Lucia makes clear “we must dress in accordance with Christian morals, personal dignity and solidarity with others, offering to God the sacrifice of exaggerated vanity.” She suggests doing away with loads of jewelry and using the money to help those in need. The same can happen when simple, less costly clothes are the choice over expensive adornment.
4 — BEHAVIOR. Don’t complain. Put up with little annoyances we come across on our daily our path, says Lucia. Maybe it’s an unpleasant word spoken to us, or one that’s irritating or downright disagreeable. Maybe it’s a scornful glare. Or maybe it’s getting passed over, ignored, or forgotten. Maybe it’s a rejection. Maybe it’s ingratitude.
Let them drop, says Lucia. Offer this to God as a sacrifice. Let them pass “as if we were blind, deaf and dumb, so that we may in fact see better, speak with greater certainty and hear the voice of God.” Let others “seem to have their way. She says “‘seem’ because in reality the one who prevails is the one who knows how to keep silent for the love of God.
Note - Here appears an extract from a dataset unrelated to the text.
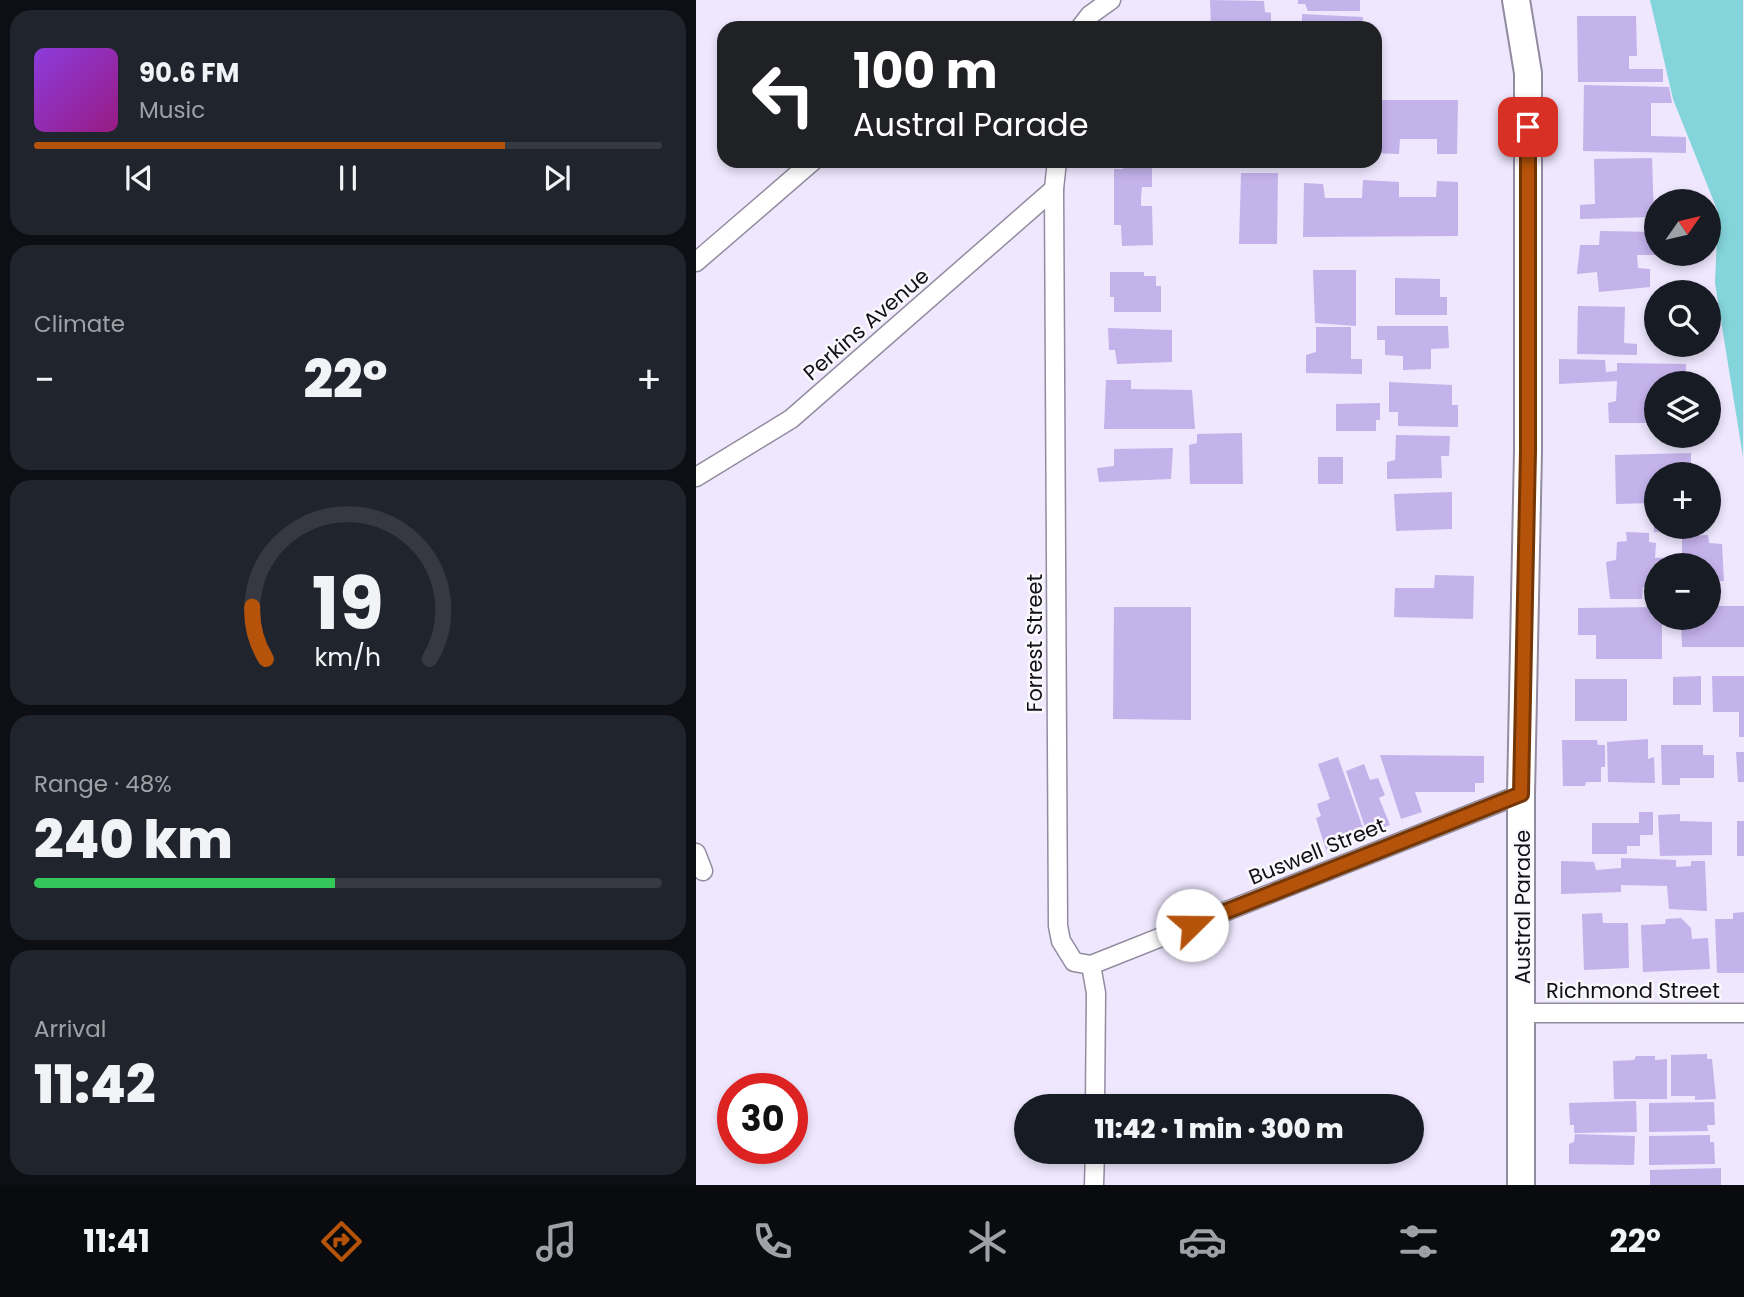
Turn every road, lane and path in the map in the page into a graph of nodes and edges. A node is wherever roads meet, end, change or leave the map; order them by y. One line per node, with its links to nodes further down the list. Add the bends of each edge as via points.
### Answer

Cheerfully to allow others to occupy the first places, whatever is best for them, let them enjoy and take credit for the fruit of our labors, of our sacrifices, of our activities, of our ability, of things that have been taken from us...”
Then Lucia with yet more clear guidance prompts us to go one step further in sacrifice in these cases. She encourages us to “endure with a good grace the company of those we do not like or whom we find disagreeable, of those who go against us, upset us and torment us with indiscreet or even unkind questions.”
How should we react? “[L]et us repay them with a smile, a little kind deed done for them, a favor forgiving and loving, with our eyes fixed on God.”
Easy to do? Her answer: “This denial of ourselves is often the most difficult for our human nature, but it is also the one most pleasing to God and meritorious for ourselves.”
Didn’t St. Paul say the same in the passage we all love so from 1Corinthians 13, using the words “patient, kind, not pompous, not inflated, not rude, not seek its own interests, not quick-tempered, not brood over injury, endures all things?”
The Heavenly Bonus
We meet God in prayer, Lucia reminds. There he gives us the needed grace and strength to deny ourselves and offer up.
Notice the heavenly bonuses for the sacrifices. We’re fulfilling the Fatima requests to “make of everything you can a sacrifice and offer it to God as an act of reparation for the sins by which He is offended and in supplication for the conversion of sinners.” While we’re doing that, notice how all these sacrifices lead to some gifts for us too. Gluttony gives way to moderation and temperance. We grow in modesty. Patience. Perseverance. Humility. Endurance. Hope. Charity. And the list of virtues grows.